Now, my career has become more significant and required much more attention and I am doing more in my community, the largest of which is leading a public non-profit organization. Those have definitely driven me to be more private about my mental health.
It would be perfectly fine if the only outcome was not writing on the blog and I was comfortable with that decision. But I am not comfortable with that decision and the increased privacy has come at a cost elsewhere. In the last post, I asserted that my increased privacy did not mean I am ashamed of who I am. That is just not true.
I am stuck because that shame forces me to be mostly silent, when this is not my true nature. I have kept saying to myself that I am sharing in therapy and with my wife and with very close friends. But that is not enough. This blog has been hugely important for me and helped reduce the shame. It has been critical for me to have a voice. In fact, I have long known that my leap forward in healing coincided with speaking out on an abuse scandal that happened in my home town back in 2007.
On the whole, it has been incredibly helpful for me to repackage some of my longwinded views and awareness in my private journal into more concise statements here on the blog. For the past year or more, with my life becoming more private, my private journal has become merely a record of day-to-day happenings and is not helping me make sense of my life as much as it once did.

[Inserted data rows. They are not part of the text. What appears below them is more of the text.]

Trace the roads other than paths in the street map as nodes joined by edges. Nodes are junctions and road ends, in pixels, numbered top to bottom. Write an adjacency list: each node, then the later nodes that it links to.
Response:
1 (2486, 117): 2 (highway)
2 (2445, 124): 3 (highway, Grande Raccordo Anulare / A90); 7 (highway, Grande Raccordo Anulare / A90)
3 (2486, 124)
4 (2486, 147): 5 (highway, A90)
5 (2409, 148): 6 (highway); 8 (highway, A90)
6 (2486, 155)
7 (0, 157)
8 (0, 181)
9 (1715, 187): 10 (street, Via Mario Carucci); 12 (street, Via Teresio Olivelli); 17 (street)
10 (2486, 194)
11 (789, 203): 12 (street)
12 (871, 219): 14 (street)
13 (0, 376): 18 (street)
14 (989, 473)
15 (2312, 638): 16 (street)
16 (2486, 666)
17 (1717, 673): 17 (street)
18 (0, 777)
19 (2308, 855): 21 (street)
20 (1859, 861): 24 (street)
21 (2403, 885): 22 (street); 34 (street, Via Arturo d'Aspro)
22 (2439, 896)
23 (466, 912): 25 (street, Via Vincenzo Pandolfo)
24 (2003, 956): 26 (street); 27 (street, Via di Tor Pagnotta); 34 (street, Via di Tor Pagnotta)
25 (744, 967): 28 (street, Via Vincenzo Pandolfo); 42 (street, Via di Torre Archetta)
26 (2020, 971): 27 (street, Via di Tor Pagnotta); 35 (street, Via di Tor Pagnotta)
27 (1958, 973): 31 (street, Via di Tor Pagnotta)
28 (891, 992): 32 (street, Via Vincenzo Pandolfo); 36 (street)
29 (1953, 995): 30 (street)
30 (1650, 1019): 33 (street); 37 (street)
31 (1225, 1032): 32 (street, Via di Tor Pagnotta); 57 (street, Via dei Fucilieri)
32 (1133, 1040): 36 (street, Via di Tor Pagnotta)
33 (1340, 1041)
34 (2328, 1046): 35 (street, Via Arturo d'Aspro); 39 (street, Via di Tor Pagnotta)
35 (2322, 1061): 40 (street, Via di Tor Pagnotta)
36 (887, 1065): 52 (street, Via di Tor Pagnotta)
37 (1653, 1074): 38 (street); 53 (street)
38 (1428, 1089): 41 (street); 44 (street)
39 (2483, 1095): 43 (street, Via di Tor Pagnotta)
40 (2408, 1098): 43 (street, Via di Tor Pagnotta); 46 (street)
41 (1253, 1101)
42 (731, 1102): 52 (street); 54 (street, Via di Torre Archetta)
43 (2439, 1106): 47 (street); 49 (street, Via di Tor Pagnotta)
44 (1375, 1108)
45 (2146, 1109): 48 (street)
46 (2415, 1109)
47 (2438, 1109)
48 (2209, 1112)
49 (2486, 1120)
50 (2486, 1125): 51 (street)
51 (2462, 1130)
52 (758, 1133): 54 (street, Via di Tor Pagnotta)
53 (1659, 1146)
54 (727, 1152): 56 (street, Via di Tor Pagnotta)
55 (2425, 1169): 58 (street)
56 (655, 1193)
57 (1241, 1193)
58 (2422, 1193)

I had convinced myself it was not necessary. "I don't have time," I said. "And I am not struggling to keep my head above water." I also know that I have learned a lot. So I do a lot of things mindfully, do more soothing activities, and am more involved with my family and friends. Those are all positives and not to be minimized, but can lull one into complacency.
At some point, it would be nice if I could live the life I want to have (and deserve to have) in a more easy way. But it has slipped my mind that healing is a journey. A long journey. Probably a lifelong journey. And not a lifelong journey that you come back every now and again. Instead, I have been satisfied with where I am right now and have not really been pushing myself to heal more or achieve more internal awareness and personal insight.
It really only takes a second to reality check that I have plenty more work to do. I am still massively influenced by triggers, can quickly become emotionally destabilized or fragmented, struggle with recurring memories and flashbacks (even new ones), still have some significant issues with safety, and still very much am held back by negative core beliefs.
I cannot get around the fact that healing requires a focused type of effort.
It all hit me when I saw this TED talk. The story about Nick, the autistic boy who self-harmed, struck me the most. Giles Duley, the speaker and photographer, said: "He described his life as living downstairs at a party. He said he could hear the party in the kitchen. He felt like he was always trapped in the basement in his own little world. Wanted to be part of the party. But not able to walk upstairs." Then it also hit me that it took a personal tragedy for Duley to realize what was important in this world.
That is the power of telling ones' story. The extent of NIck's self-harming was not known and minimized and he did not get help. One man simply took a photograph of the boy's bloody face, shared it, and got the boy the help he needed.
One could argue that it was a small change for humanity even though it was a huge change for Nick. But what would our world be like if nobody shared their story?
The bottom line is that it is not about one's own individual impact. But rather it is the impact of collective voices. And this blog is one piece of that.